Comienza el juicio por el asesinato de Laura Luelmo

Casi tres años después, un jurado popular juzga a Bernardo Montoya, acusado de violar y matar a la profesora de 26 años

El juicio contra Bernardo Montoya, acusado del asesinato de Laura Luelmo, comenzó, el pasado 15 de noviembre, en la Audiencia Provincial de Huelva.

La familia de la víctima ha pedido que el juicio se celebre a puerta cerrada para evitar que los medios asistan. Aseguran que la prensa había tratado el caso de tal manera que les había causado una “grave perturbación”, haciéndoles revivir el caso “sin descanso”. Esta solicitud ha creado un debate sobre si se debe proteger a la víctima o informar del caso, al ser este de interés público.

Finalmente, se ha decidido que el juicio se lleve a cabo sin acceso para los medios de comunicación, lo que puede sentar un precedente para futuros procesos judiciales.

Laura Luelmo era una profesora zamorana, de 26 años, que fue asesinada en El Campillo (Huelva). La Guardia Civil tiene pruebas de que el asesino confeso, el exrecluso Bernardo Montoya, de 50 años, mató y violó a la joven, el 12 de diciembre de 2018, tras haberla forzado a entrar en su domicilio. Sin embargo, la autopsia establece que la fecha del asesinato se encuentra entre el 14 y el 15 de diciembre. 

El 12 de diciembre, Luelmo mandó su último mensaje a su novio, en el que le informaba que no sabía si saldría a caminar. Ese mismo día, sospecha la Policía, Bernardo Montoya asesina a la joven entre las 17:22 y las 18:10 h. Al día siguiente, Luelmo no asistió al Instituto Vázquez Díaz, donde impartía sus clases. Al medido día su padre presentó una denuncia ante las autoridades en la que informa de su desaparición. 

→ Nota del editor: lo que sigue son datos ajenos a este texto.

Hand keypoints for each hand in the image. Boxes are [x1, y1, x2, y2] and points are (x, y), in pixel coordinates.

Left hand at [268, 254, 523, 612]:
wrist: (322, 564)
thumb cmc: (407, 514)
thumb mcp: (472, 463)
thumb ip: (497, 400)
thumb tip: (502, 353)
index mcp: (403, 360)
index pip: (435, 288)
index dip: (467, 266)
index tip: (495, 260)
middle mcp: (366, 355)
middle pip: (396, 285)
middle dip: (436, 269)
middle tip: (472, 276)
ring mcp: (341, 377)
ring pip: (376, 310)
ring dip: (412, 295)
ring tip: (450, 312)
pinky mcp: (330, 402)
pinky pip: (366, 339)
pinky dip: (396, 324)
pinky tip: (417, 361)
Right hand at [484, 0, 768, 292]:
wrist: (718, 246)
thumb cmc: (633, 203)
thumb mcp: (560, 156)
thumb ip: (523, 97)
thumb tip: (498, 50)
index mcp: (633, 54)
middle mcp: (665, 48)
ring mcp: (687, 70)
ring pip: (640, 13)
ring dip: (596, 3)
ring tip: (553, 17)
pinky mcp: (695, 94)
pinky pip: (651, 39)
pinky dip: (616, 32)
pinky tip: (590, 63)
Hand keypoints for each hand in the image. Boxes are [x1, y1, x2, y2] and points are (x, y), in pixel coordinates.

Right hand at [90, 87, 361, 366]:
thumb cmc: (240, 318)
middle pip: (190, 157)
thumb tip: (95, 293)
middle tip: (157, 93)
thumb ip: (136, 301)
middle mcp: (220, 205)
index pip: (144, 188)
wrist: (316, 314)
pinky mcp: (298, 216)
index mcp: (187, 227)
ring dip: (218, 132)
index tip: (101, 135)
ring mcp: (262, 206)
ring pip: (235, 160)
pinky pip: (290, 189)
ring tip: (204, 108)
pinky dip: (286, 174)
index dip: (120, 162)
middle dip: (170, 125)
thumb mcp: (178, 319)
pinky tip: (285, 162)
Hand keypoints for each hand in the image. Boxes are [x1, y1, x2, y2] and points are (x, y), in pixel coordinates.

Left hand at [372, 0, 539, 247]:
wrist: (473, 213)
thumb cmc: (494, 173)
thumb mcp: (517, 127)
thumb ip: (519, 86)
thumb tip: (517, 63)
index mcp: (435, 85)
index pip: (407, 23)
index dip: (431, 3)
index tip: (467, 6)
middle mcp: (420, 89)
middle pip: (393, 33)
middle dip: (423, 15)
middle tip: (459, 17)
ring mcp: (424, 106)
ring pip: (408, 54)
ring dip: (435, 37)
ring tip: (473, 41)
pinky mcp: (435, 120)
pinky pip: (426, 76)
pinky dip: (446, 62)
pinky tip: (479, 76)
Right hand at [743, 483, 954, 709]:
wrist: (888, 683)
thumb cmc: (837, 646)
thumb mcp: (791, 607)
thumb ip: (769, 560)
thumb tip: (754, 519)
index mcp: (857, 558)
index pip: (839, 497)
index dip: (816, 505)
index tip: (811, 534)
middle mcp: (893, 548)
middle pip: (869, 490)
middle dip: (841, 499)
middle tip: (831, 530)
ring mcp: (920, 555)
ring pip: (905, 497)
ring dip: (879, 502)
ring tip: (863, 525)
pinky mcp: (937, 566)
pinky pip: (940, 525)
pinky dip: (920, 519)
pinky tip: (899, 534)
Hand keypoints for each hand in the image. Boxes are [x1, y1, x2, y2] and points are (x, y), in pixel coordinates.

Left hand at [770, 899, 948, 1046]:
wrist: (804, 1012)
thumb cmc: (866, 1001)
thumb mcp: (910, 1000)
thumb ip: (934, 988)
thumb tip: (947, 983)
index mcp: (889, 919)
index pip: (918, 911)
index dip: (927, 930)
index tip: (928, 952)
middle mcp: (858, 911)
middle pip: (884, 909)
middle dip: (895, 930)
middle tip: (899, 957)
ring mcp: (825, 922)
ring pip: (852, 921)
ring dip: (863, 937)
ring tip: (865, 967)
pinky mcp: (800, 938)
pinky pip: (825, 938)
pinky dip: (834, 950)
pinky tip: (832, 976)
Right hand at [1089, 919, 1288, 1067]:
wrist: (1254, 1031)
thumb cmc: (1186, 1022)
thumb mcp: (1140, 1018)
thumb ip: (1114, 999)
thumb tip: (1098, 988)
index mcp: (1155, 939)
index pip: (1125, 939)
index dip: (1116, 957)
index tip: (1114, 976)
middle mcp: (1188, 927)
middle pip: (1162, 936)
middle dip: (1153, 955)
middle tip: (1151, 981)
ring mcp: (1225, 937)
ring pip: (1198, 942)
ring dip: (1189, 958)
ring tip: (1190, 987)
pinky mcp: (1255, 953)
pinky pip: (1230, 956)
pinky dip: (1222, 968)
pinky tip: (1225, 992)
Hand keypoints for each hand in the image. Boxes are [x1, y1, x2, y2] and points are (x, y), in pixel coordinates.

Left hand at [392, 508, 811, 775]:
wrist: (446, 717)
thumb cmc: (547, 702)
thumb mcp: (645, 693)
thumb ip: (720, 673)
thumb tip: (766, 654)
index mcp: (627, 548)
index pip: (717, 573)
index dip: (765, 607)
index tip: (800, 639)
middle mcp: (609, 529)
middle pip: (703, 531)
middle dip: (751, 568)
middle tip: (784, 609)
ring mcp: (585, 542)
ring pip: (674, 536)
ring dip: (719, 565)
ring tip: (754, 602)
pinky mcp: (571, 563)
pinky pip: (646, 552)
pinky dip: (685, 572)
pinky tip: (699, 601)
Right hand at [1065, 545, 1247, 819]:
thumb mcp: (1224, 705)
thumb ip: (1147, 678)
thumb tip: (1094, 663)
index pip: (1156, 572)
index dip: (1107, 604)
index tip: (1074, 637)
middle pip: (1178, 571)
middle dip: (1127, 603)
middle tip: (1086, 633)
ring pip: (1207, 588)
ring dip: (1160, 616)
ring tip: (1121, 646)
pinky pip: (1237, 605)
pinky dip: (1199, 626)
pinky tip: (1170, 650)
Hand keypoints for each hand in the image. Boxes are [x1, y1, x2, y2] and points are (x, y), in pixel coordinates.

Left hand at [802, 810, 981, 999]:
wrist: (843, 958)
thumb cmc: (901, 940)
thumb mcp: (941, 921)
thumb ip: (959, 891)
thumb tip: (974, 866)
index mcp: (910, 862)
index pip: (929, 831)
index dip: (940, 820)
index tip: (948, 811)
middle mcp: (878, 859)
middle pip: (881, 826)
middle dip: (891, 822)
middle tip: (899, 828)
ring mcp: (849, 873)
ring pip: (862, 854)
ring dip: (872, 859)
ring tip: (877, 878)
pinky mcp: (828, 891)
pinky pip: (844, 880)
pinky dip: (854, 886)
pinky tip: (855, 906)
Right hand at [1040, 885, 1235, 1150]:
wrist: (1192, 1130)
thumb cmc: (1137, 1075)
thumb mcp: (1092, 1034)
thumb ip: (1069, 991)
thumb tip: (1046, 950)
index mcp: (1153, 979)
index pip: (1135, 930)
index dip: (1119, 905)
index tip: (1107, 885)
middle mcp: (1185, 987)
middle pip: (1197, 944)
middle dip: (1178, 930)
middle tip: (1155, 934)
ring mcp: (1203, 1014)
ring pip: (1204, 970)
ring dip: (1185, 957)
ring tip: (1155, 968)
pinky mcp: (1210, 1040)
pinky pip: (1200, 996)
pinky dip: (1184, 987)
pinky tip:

A media mañana del 13 de diciembre, la Guardia Civil acudió al domicilio de Laura Luelmo, tras la insistencia de una profesora compañera de ella, que le había alquilado la vivienda. A esas horas, el coronel encargado de dirigir la operación asegura no haber estado al tanto de la denuncia por desaparición. Tras salir del piso, los agentes se encuentran a Bernardo Montoya -vecino de enfrente de Luelmo- quien, al preguntarle por la desaparecida, niega haberla visto nunca. 

Los agentes, tras tomarle los datos, los mandan a la central, donde descubren la lista de antecedentes penales del vecino, que había pasado 22 años en la cárcel, acusado de robo con violencia. Tras este descubrimiento Montoya se convirtió en el principal sospechoso.

El 17 de diciembre, un voluntario de Cruz Roja encontró el cádaver de Laura Luelmo. La víctima presentaba signos de violencia, a simple vista, causados por agresiones. Desde Madrid, se enviaron equipos para analizar el cadáver y tomar muestras del lugar de los hechos. Al día siguiente, el sospechoso intentó huir, pero las autoridades lograron detenerlo.

Fue el 19 de diciembre cuando Montoya confesó haber cometido el crimen, tras horas de interrogatorio. El presunto asesino dio una versión que no coincidía con las pruebas recogidas y estudiadas por la Guardia Civil, y omitió la agresión sexual, lo que, de demostrarse, conllevaría la prisión permanente revisable.